▶ **Data section**
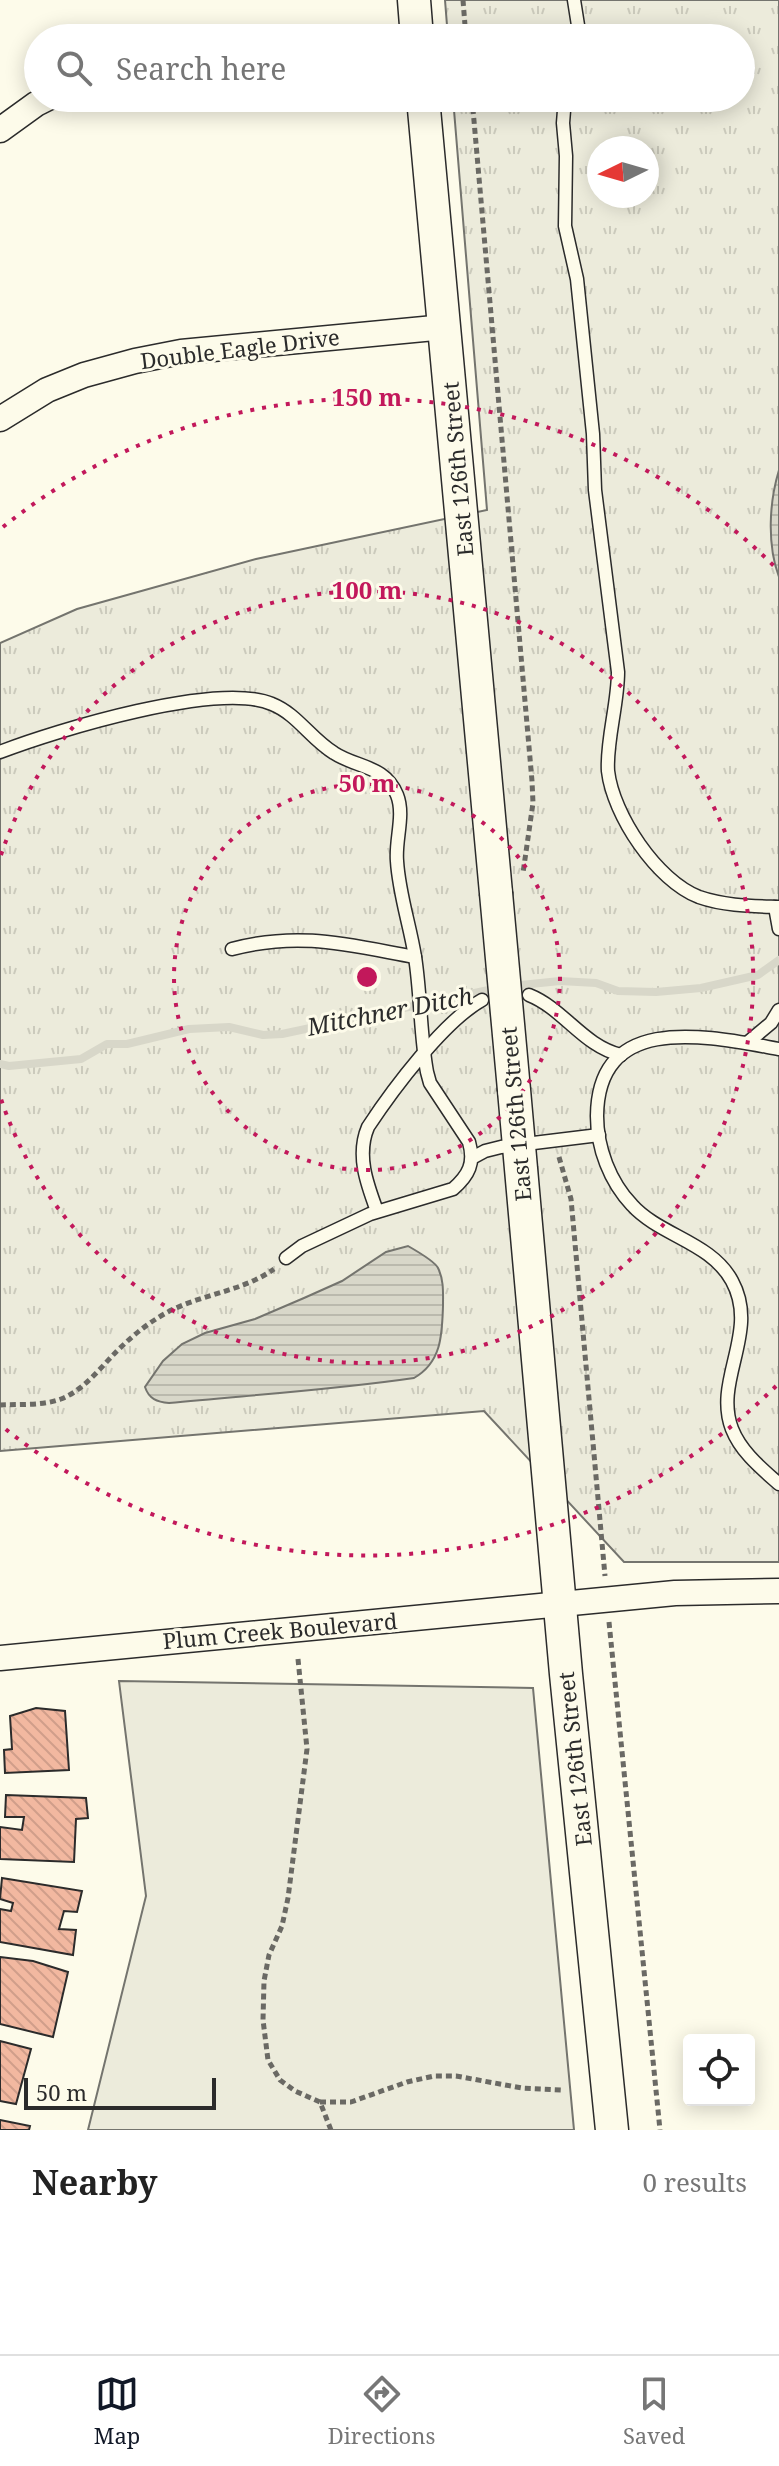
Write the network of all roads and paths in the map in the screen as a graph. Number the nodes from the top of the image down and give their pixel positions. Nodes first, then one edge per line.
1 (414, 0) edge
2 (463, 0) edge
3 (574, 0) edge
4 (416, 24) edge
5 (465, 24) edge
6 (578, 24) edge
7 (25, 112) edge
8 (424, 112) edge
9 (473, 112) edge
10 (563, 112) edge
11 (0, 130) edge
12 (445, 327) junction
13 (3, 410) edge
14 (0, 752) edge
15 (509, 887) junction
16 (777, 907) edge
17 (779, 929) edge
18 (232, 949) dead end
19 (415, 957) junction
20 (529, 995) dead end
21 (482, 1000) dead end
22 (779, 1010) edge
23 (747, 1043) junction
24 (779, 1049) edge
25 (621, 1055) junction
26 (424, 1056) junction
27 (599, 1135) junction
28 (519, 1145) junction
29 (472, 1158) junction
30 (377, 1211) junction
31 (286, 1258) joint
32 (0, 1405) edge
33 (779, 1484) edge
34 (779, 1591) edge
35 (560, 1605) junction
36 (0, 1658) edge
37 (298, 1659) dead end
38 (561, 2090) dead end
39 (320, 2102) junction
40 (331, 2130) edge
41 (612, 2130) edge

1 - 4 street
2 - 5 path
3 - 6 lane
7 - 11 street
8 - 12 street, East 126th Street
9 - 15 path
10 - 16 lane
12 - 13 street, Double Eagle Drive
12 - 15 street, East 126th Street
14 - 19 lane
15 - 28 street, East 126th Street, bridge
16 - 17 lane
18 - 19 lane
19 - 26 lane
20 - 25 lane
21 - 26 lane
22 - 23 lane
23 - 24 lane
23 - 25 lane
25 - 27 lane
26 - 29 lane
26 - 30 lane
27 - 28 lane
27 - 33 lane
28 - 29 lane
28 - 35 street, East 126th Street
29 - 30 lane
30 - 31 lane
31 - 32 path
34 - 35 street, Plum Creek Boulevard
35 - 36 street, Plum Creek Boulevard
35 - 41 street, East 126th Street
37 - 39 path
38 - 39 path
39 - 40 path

▶ **Assigned task**
Only the lines that hold the word "street" are wanted; each should be pulled from the records.

▶ **Written solution**
1 - 4 street
7 - 11 street
8 - 12 street, East 126th Street
12 - 13 street, Double Eagle Drive
12 - 15 street, East 126th Street
15 - 28 street, East 126th Street, bridge
28 - 35 street, East 126th Street
34 - 35 street, Plum Creek Boulevard
35 - 36 street, Plum Creek Boulevard
35 - 41 street, East 126th Street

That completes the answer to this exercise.